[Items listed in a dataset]
►
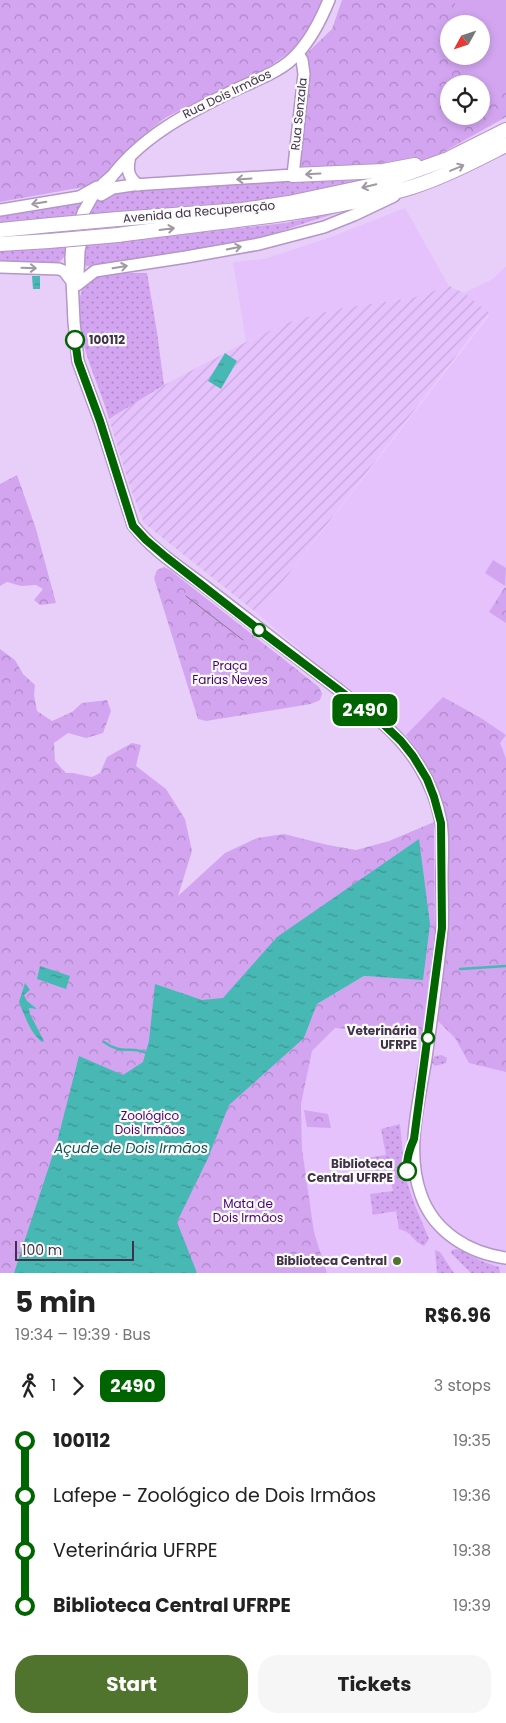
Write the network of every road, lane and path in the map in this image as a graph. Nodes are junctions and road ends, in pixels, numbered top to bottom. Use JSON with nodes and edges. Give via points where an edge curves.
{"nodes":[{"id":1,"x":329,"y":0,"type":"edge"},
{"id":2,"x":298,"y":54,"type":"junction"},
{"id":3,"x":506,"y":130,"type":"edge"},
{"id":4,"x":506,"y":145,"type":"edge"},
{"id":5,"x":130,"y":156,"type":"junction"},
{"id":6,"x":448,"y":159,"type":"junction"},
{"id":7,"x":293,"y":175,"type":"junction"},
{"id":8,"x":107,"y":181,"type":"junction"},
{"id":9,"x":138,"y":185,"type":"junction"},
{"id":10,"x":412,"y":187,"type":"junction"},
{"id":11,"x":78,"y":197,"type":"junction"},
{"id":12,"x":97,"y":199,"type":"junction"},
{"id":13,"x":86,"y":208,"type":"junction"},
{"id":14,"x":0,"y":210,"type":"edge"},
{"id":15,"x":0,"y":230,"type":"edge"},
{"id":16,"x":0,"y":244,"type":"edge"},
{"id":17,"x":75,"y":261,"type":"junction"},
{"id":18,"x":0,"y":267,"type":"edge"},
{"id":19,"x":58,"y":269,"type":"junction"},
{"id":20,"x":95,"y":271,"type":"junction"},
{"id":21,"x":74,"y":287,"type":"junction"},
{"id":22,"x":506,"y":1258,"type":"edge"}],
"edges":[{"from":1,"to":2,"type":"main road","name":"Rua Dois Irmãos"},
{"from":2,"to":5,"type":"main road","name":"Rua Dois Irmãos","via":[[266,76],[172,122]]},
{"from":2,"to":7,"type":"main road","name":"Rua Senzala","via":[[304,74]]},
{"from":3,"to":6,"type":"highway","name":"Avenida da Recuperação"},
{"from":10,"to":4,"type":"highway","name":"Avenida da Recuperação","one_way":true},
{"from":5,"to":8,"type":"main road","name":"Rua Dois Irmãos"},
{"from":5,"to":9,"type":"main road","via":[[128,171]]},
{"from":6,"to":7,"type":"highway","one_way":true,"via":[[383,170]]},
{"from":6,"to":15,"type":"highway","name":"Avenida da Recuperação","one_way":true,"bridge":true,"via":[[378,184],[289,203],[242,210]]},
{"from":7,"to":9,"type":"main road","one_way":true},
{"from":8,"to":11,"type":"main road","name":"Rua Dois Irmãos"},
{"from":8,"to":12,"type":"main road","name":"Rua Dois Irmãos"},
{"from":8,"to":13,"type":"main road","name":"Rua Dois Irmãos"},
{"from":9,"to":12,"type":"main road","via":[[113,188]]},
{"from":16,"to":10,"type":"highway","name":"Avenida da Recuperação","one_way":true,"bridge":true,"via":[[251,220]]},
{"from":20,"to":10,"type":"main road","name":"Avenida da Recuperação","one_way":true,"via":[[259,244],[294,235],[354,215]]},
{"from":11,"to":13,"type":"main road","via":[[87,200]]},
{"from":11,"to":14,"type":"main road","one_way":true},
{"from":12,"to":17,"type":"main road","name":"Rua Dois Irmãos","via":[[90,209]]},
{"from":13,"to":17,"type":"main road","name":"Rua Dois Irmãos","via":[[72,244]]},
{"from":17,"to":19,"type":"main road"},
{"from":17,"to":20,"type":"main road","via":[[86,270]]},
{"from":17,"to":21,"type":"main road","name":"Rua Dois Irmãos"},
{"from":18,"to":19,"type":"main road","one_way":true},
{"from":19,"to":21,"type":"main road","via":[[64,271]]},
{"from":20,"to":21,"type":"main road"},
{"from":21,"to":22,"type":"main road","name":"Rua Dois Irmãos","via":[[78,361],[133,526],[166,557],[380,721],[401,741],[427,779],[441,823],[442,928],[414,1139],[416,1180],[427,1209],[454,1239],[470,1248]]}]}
◄
● WHAT IS NEEDED
Working from the entries above, find every line in which the word "bridge" occurs and copy it.

● RESPONSE TO THIS EXERCISE
{"from":6,"to":15,"type":"highway","name":"Avenida da Recuperação","one_way":true,"bridge":true,"via":[[378,184],[289,203],[242,210]]},
{"from":16,"to":10,"type":"highway","name":"Avenida da Recuperação","one_way":true,"bridge":true,"via":[[251,220]]},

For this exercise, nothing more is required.